◆ **About this task**
Images are to be left out; everything else in the listing should be repeated exactly.

◆ **Materials provided**
== == ==

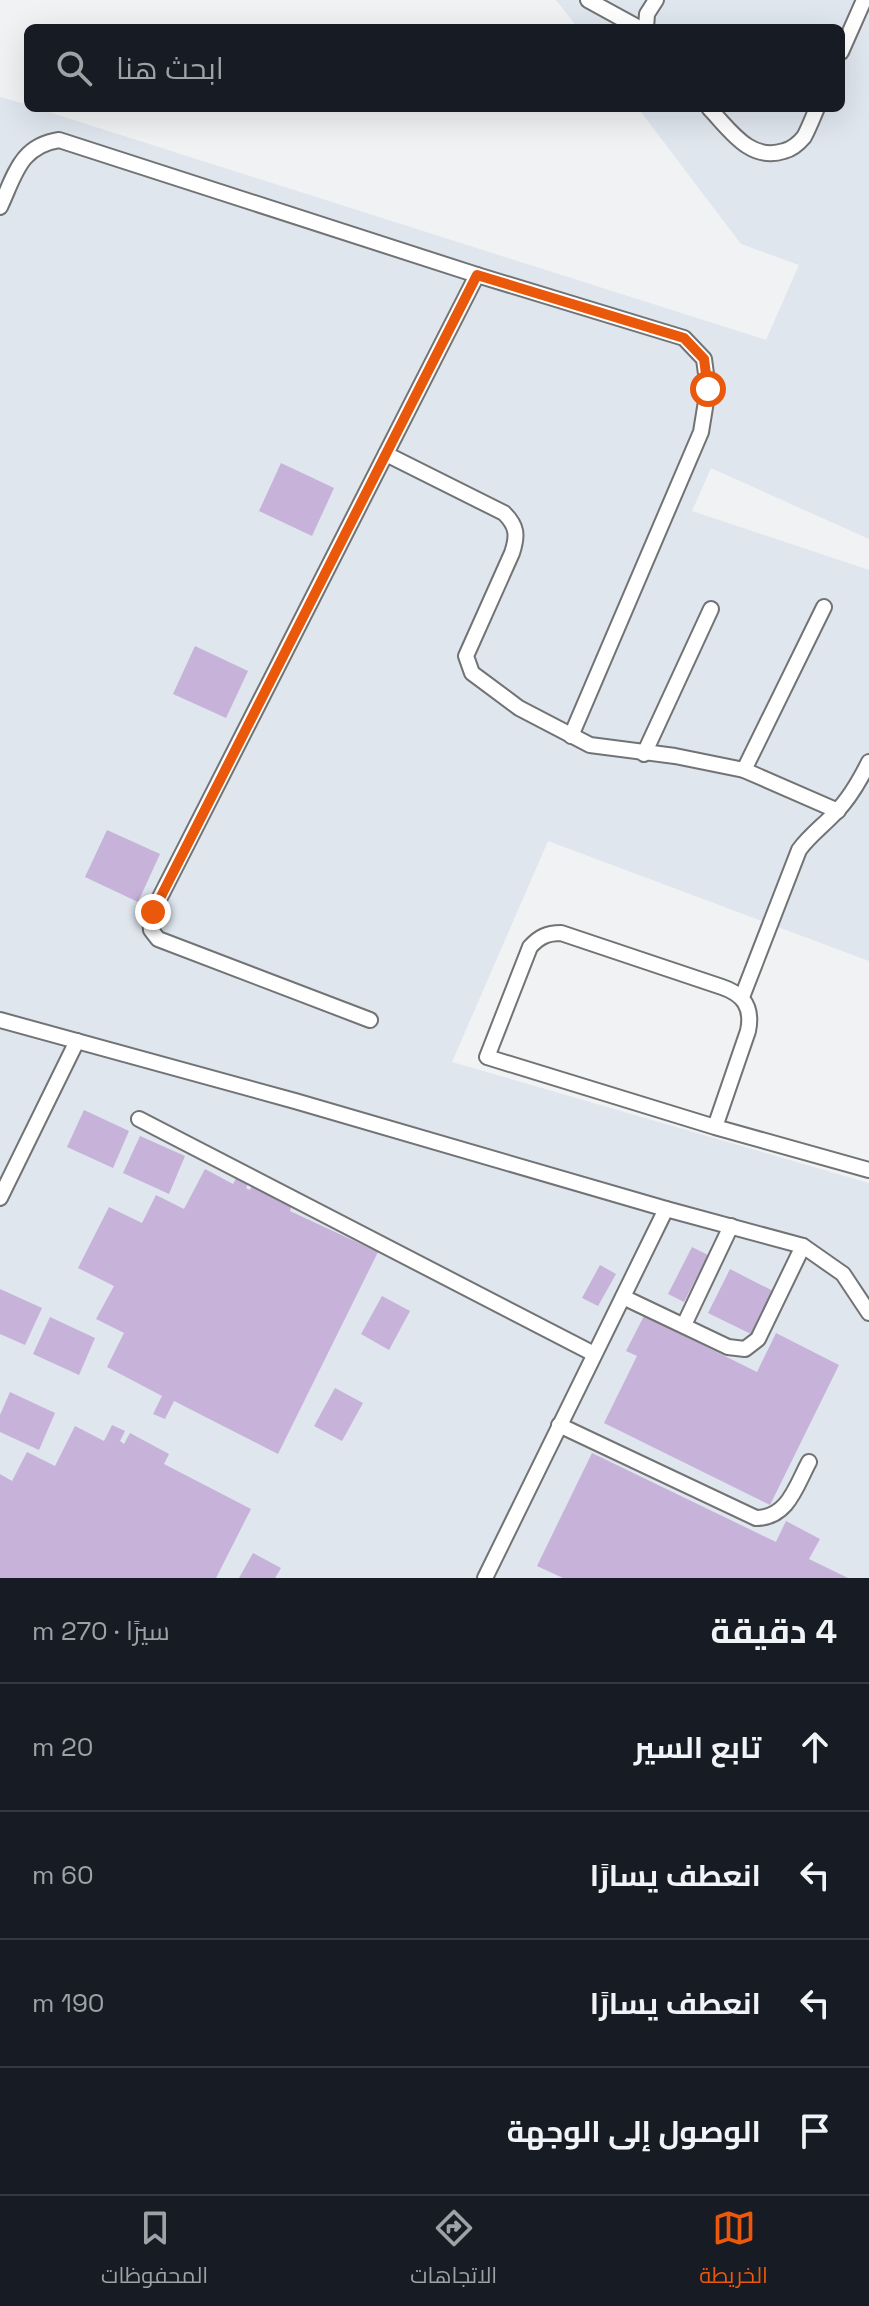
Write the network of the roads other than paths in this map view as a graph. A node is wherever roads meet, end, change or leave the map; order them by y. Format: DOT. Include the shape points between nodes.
graph roads {
  1 [pos="588,0"];
  2 [pos="656,0"];
  3 [pos="864,0"];
  4 [pos="632,24"];
  5 [pos="646,24"];
  6 [pos="845,43"];
  7 [pos="713,112"];
  8 [pos="815,112"];
  9 [pos="0,207"];
  10 [pos="477,275"];
  11 [pos="386,454"];
  12 [pos="824,607"];
  13 [pos="711,609"];
  14 [pos="571,736"];
  15 [pos="644,754"];
  16 [pos="869,762"];
  17 [pos="744,770"];
  18 [pos="838,811"];
  19 [pos="742,997"];
  20 [pos="0,1020"];
  21 [pos="370,1020"];
  22 [pos="77,1041"];
  23 [pos="139,1119"];
  24 [pos="715,1127"];
  25 [pos="869,1170"];
  26 [pos="2,1190"];
  27 [pos="666,1209"];
  28 [pos="731,1226"];
  29 [pos="803,1246"];
  30 [pos="623,1297"];
  31 [pos="869,1313"];
  32 [pos="684,1325"];
  33 [pos="594,1354"];
  34 [pos="559,1425"];
  35 [pos="809,1462"];
  36 [pos="485,1578"];
  1 -- 4 [label="lane"];
  2 -- 5 [label="lane"];
  3 -- 6 [label="lane"];
  7 -- 8 [label="lane" via="742,143 773,155 803,138"];
  9 -- 10 [label="lane" via="27,152 59,140"];
  10 -- 11 [label="lane"];
  10 -- 14 [label="lane" via="684,338 704,359 708,389 701,432"];
  11 -- 14 [label="lane" via="504,513 514,524 517,539 512,553 466,656 472,673 519,708"];
  11 -- 21 [label="lane" via="150,923 158,939"];
  12 -- 17 [label="lane"];
  13 -- 15 [label="lane"];
  14 -- 15 [label="lane" via="590,745"];
  15 -- 17 [label="lane"];
  16 -- 18 [label="lane"];
  17 -- 18 [label="lane"];
  18 -- 19 [label="lane" via="799,850"];
  19 -- 24 [label="lane" via="749,1007 748,1031"];
  19 -- 24 [label="lane" via="549,933 530,947 487,1057"];
  20 -- 22 [label="lane"];
  22 -- 26 [label="lane"];
  22 -- 27 [label="lane"];
  23 -- 33 [label="lane"];
  24 -- 25 [label="lane"];
  27 -- 28 [label="lane"];
  27 -- 30 [label="lane"];
  28 -- 29 [label="lane"];
  28 -- 32 [label="lane"];
  29 -- 31 [label="lane" via="843,1274"];
  29 -- 32 [label="lane" via="752,1346 736,1350"];
  30 -- 32 [label="lane"];
  30 -- 33 [label="lane"];
  33 -- 34 [label="lane"];
  34 -- 35 [label="lane" via="756,1518 768,1518 786,1506"];
  34 -- 36 [label="lane"];
}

== == ==

◆ **Problem solution**
Write the network of the roads other than paths in this map view as a graph. A node is wherever roads meet, end, change or leave the map; order them by y. Format: DOT. Include the shape points between nodes.
graph roads {
  1 [pos="588,0"];
  2 [pos="656,0"];
  3 [pos="864,0"];
  4 [pos="632,24"];
  5 [pos="646,24"];
  6 [pos="845,43"];
  7 [pos="713,112"];
  8 [pos="815,112"];
  9 [pos="0,207"];
  10 [pos="477,275"];
  11 [pos="386,454"];
  12 [pos="824,607"];
  13 [pos="711,609"];
  14 [pos="571,736"];
  15 [pos="644,754"];
  16 [pos="869,762"];
  17 [pos="744,770"];
  18 [pos="838,811"];
  19 [pos="742,997"];
  20 [pos="0,1020"];
  21 [pos="370,1020"];
  22 [pos="77,1041"];
  23 [pos="139,1119"];
  24 [pos="715,1127"];
  25 [pos="869,1170"];
  26 [pos="2,1190"];
  27 [pos="666,1209"];
  28 [pos="731,1226"];
  29 [pos="803,1246"];
  30 [pos="623,1297"];
  31 [pos="869,1313"];
  32 [pos="684,1325"];
  33 [pos="594,1354"];
  34 [pos="559,1425"];
  35 [pos="809,1462"];
  36 [pos="485,1578"];
  1 -- 4 [label="lane"];
  2 -- 5 [label="lane"];
  3 -- 6 [label="lane"];
  7 -- 8 [label="lane" via="742,143 773,155 803,138"];
  9 -- 10 [label="lane" via="27,152 59,140"];
  10 -- 11 [label="lane"];
  10 -- 14 [label="lane" via="684,338 704,359 708,389 701,432"];
  11 -- 14 [label="lane" via="504,513 514,524 517,539 512,553 466,656 472,673 519,708"];
  11 -- 21 [label="lane" via="150,923 158,939"];
  12 -- 17 [label="lane"];
  13 -- 15 [label="lane"];
  14 -- 15 [label="lane" via="590,745"];
  15 -- 17 [label="lane"];
  16 -- 18 [label="lane"];
  17 -- 18 [label="lane"];
  18 -- 19 [label="lane" via="799,850"];
  19 -- 24 [label="lane" via="749,1007 748,1031"];
  19 -- 24 [label="lane" via="549,933 530,947 487,1057"];
  20 -- 22 [label="lane"];
  22 -- 26 [label="lane"];
  22 -- 27 [label="lane"];
  23 -- 33 [label="lane"];
  24 -- 25 [label="lane"];
  27 -- 28 [label="lane"];
  27 -- 30 [label="lane"];
  28 -- 29 [label="lane"];
  28 -- 32 [label="lane"];
  29 -- 31 [label="lane" via="843,1274"];
  29 -- 32 [label="lane" via="752,1346 736,1350"];
  30 -- 32 [label="lane"];
  30 -- 33 [label="lane"];
  33 -- 34 [label="lane"];
  34 -- 35 [label="lane" via="756,1518 768,1518 786,1506"];
  34 -- 36 [label="lane"];
}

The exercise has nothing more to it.